## Problem details
Leaving out all images, return the entries below exactly.

Collected data entries
____

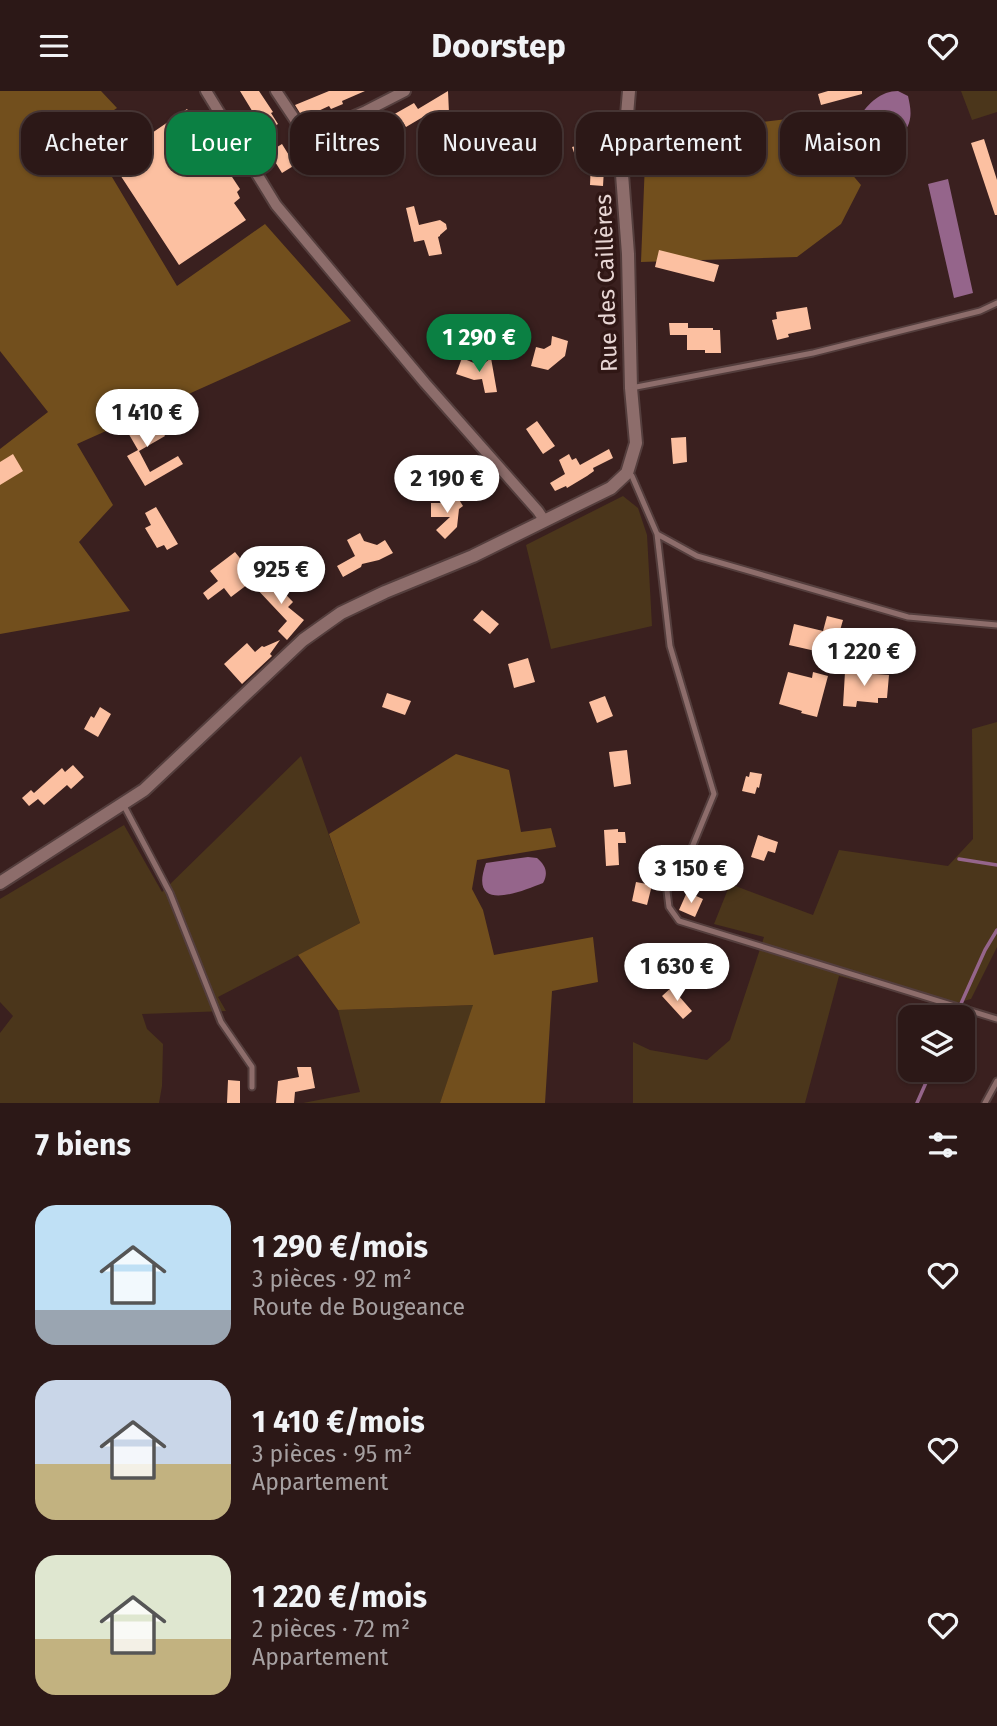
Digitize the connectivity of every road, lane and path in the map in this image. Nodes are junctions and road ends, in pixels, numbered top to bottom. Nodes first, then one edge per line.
1 (206, 91) edge
2 (276, 91) edge
3 (405, 91) edge
4 (629, 91) edge
5 (997, 303) edge
6 (631, 388) junction
7 (627, 473) junction
8 (544, 520) junction
9 (657, 534) junction
10 (997, 625) edge
11 (123, 804) junction
12 (0, 883) edge
13 (997, 1019) edge
14 (997, 1081) edge
15 (252, 1087) dead end
16 (985, 1103) edge

1 - 8 street
2 - 3 street
4 - 6 street, Rue des Caillères
5 - 6 lane
6 - 7 street, Rue des Caillères
7 - 8 street
7 - 9 lane
8 - 11 street
9 - 10 lane
9 - 13 lane
11 - 12 street
11 - 15 lane
14 - 16 lane

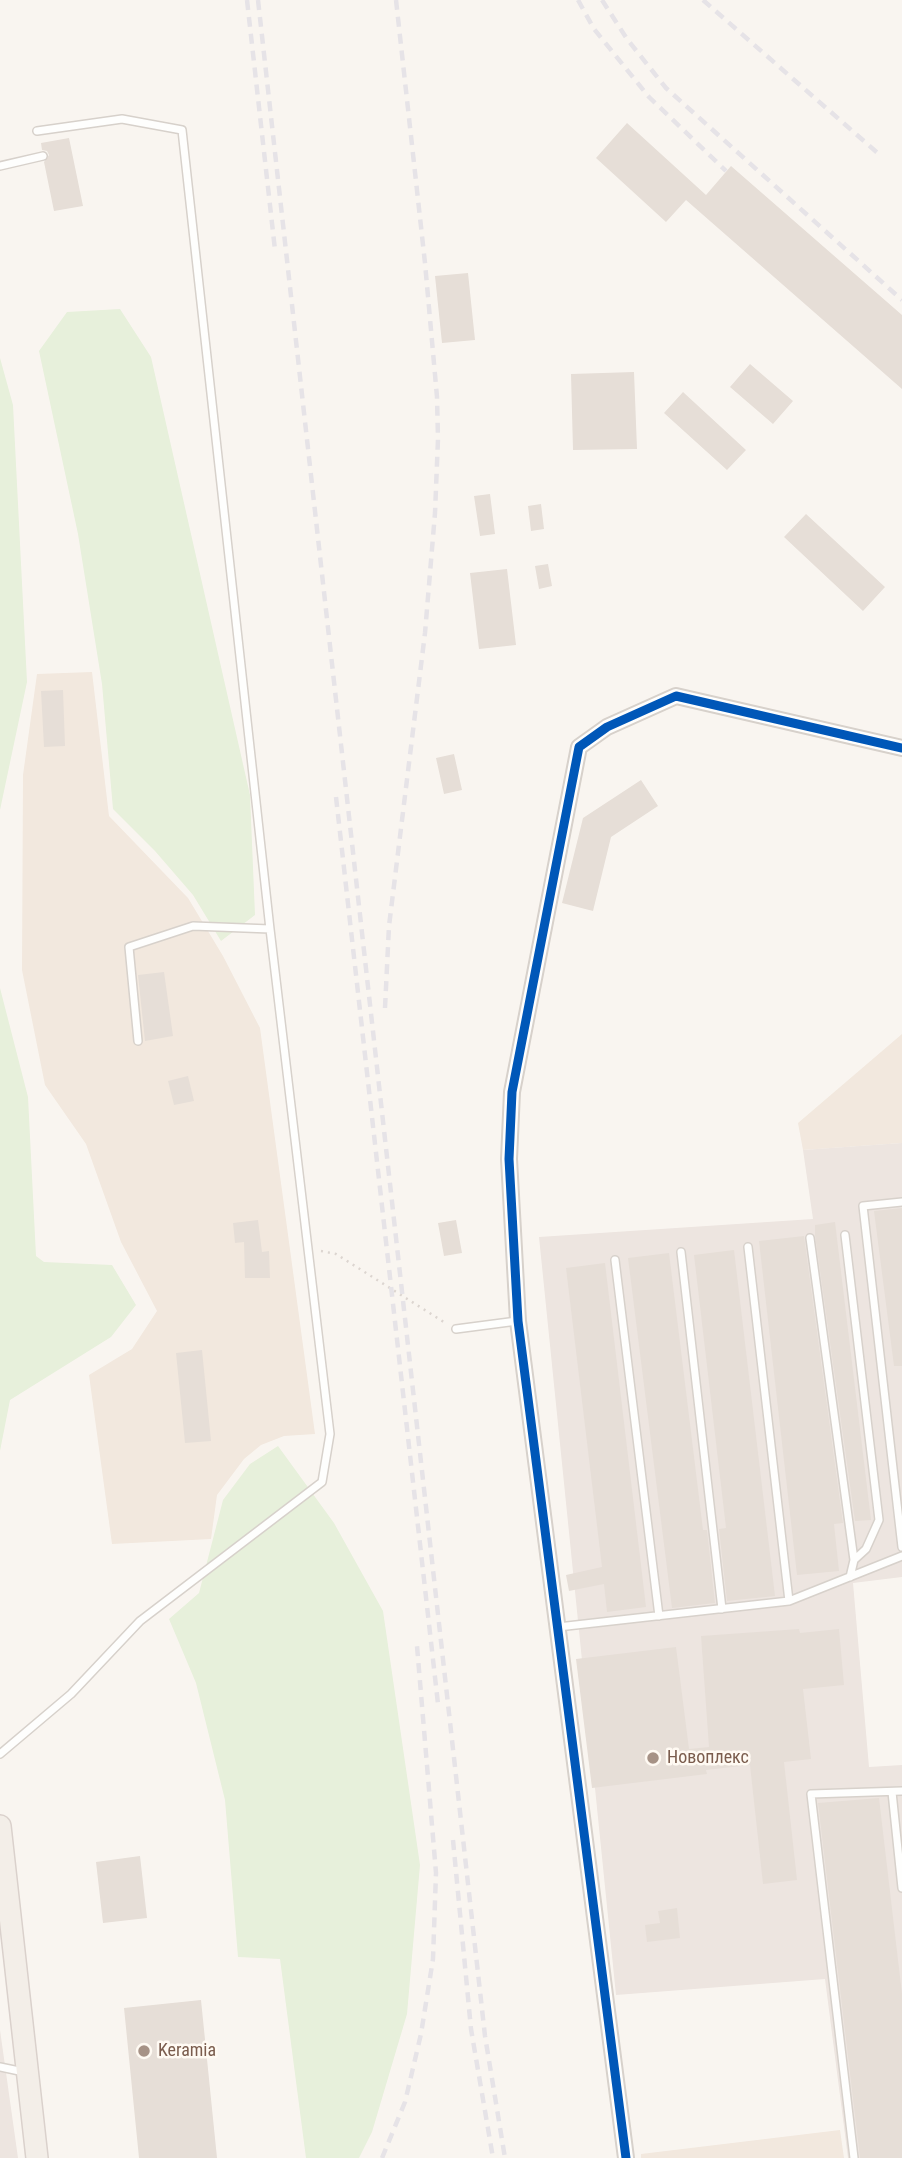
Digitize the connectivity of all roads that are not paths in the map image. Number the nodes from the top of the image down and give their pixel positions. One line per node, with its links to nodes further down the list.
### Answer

____

## Problem solution
Digitize the connectivity of every road, lane and path in the map in this image. Nodes are junctions and road ends, in pixels, numbered top to bottom. Nodes first, then one edge per line.
1 (206, 91) edge
2 (276, 91) edge
3 (405, 91) edge
4 (629, 91) edge
5 (997, 303) edge
6 (631, 388) junction
7 (627, 473) junction
8 (544, 520) junction
9 (657, 534) junction
10 (997, 625) edge
11 (123, 804) junction
12 (0, 883) edge
13 (997, 1019) edge
14 (997, 1081) edge
15 (252, 1087) dead end
16 (985, 1103) edge

1 - 8 street
2 - 3 street
4 - 6 street, Rue des Caillères
5 - 6 lane
6 - 7 street, Rue des Caillères
7 - 8 street
7 - 9 lane
8 - 11 street
9 - 10 lane
9 - 13 lane
11 - 12 street
11 - 15 lane
14 - 16 lane

Digitize the connectivity of all roads that are not paths in the map image. Number the nodes from the top of the image down and give their pixel positions. One line per node, with its links to nodes further down the list.
### Answer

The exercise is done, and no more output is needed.